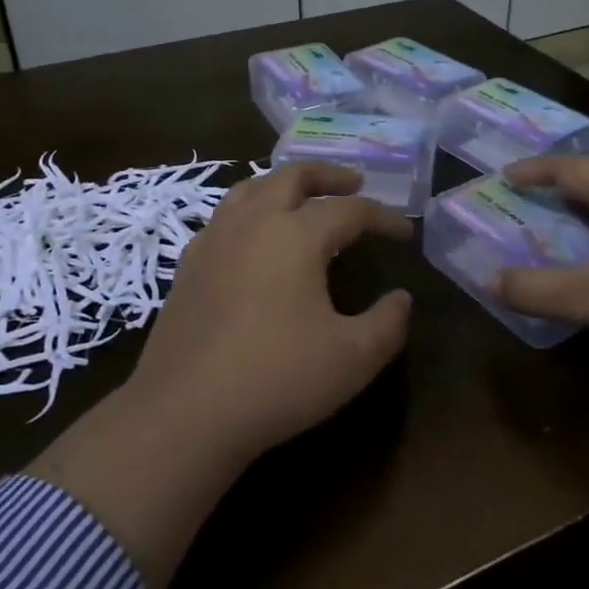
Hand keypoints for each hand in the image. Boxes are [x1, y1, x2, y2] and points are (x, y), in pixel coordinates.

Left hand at [128, 161, 413, 462]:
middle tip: (354, 183)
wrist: (184, 412)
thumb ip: (388, 323)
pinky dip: (250, 210)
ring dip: (284, 184)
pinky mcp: (188, 266)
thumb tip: (401, 299)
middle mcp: (253, 223)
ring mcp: (214, 241)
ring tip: (302, 198)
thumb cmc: (277, 379)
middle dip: (328, 176)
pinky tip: (254, 238)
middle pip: (292, 177)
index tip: (404, 234)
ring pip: (250, 188)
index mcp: (296, 235)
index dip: (382, 218)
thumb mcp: (353, 358)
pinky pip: (224, 217)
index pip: (349, 210)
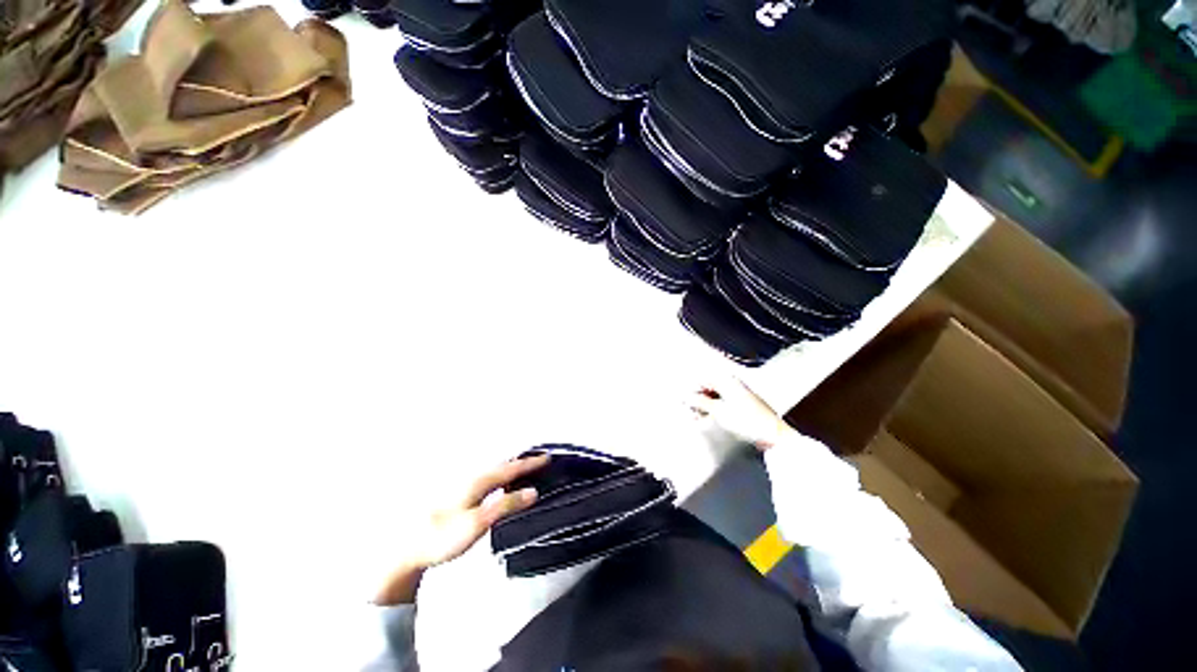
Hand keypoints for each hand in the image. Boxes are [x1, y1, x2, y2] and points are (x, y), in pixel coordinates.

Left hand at [374, 454, 548, 604]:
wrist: (410, 550)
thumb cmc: (444, 537)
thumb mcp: (478, 523)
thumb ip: (506, 506)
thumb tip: (533, 491)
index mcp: (479, 481)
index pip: (511, 469)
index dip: (530, 464)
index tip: (548, 457)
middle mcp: (474, 479)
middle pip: (504, 466)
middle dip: (523, 462)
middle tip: (541, 458)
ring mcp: (466, 488)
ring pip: (496, 472)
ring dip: (512, 468)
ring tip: (527, 467)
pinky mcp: (462, 498)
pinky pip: (489, 480)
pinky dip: (502, 478)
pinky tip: (503, 485)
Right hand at [688, 378, 791, 450]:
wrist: (772, 434)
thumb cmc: (746, 420)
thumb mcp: (717, 411)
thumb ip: (699, 401)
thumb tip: (684, 395)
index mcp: (726, 379)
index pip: (701, 379)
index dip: (690, 390)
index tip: (683, 401)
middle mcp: (731, 382)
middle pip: (707, 386)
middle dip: (696, 398)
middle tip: (690, 411)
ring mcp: (737, 393)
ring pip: (713, 394)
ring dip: (704, 404)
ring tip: (698, 417)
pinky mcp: (741, 404)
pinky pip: (721, 401)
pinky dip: (713, 408)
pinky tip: (708, 418)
....
→ **TASK TO CARRY OUT**: Please return all of the material above exactly, minus any pictures.

→ **YOUR SOLUTION**:
Hand keypoints for each hand in the image. Boxes are [x1, y1, x2, y2] and points are (x, y), in pixel coordinates.

Left hand at [128, 161, 413, 462]:
middle tip: (354, 183)
wrist: (184, 412)
thumb ip: (388, 323)
pinky dip: (250, 210)
ring dip: (284, 184)
pinky mcp: (188, 266)
thumb tip: (401, 299)
middle mcp: (253, 223)
ring mcp: (214, 241)
ring tip: (302, 198)
thumb cmc: (277, 379)
middle dip: (328, 176)
pinky tip: (254, 238)
middle pip: (292, 177)
index tip: (404, 234)
ring pip: (250, 188)
index mcp: (296, 235)
index dip: (382, 218)
thumb mcp: (353, 358)
pinky pip: (224, 217)
index pip: (349, 210)
Hand keypoints for each hand in the image. Boxes are [x1, y1, x2, y2] and points are (x, y), in pixel coordinates.

Left hand at [374, 454, 548, 604]:
wrist: (410, 550)
thumb cmc: (444, 537)
thumb mcp: (478, 523)
thumb ip: (506, 506)
thumb tip: (533, 491)
index mcp: (479, 481)
index pip: (511, 469)
index dip: (530, 464)
index tip: (548, 457)
middle mcp: (474, 479)
middle pip: (504, 466)
middle dip: (523, 462)
middle tip: (541, 458)
ring mcp: (466, 488)
ring pip: (496, 472)
ring dip: (512, 468)
ring tip: (527, 467)
pinky mcp: (462, 498)
pinky pip: (489, 480)
pinky dip: (502, 478)
pinky tip: (503, 485)
Right hand at [688, 378, 791, 450]:
wrist: (772, 434)
thumb cmc: (746, 420)
thumb mcp: (717, 411)
thumb ip: (699, 401)
thumb tip: (684, 395)
index mcp: (726, 379)
index pip: (701, 379)
index dip: (690, 390)
index tip: (683, 401)
middle mcp: (731, 382)
middle pip: (707, 386)
middle dip: (696, 398)
middle tip: (690, 411)
ring mcp: (737, 393)
ring pip: (713, 394)
ring dip: (704, 404)
ring tip: (698, 417)
pinky mcp: (741, 404)
pinky pip: (721, 401)
pinky dip: (713, 408)
pinky tip: (708, 418)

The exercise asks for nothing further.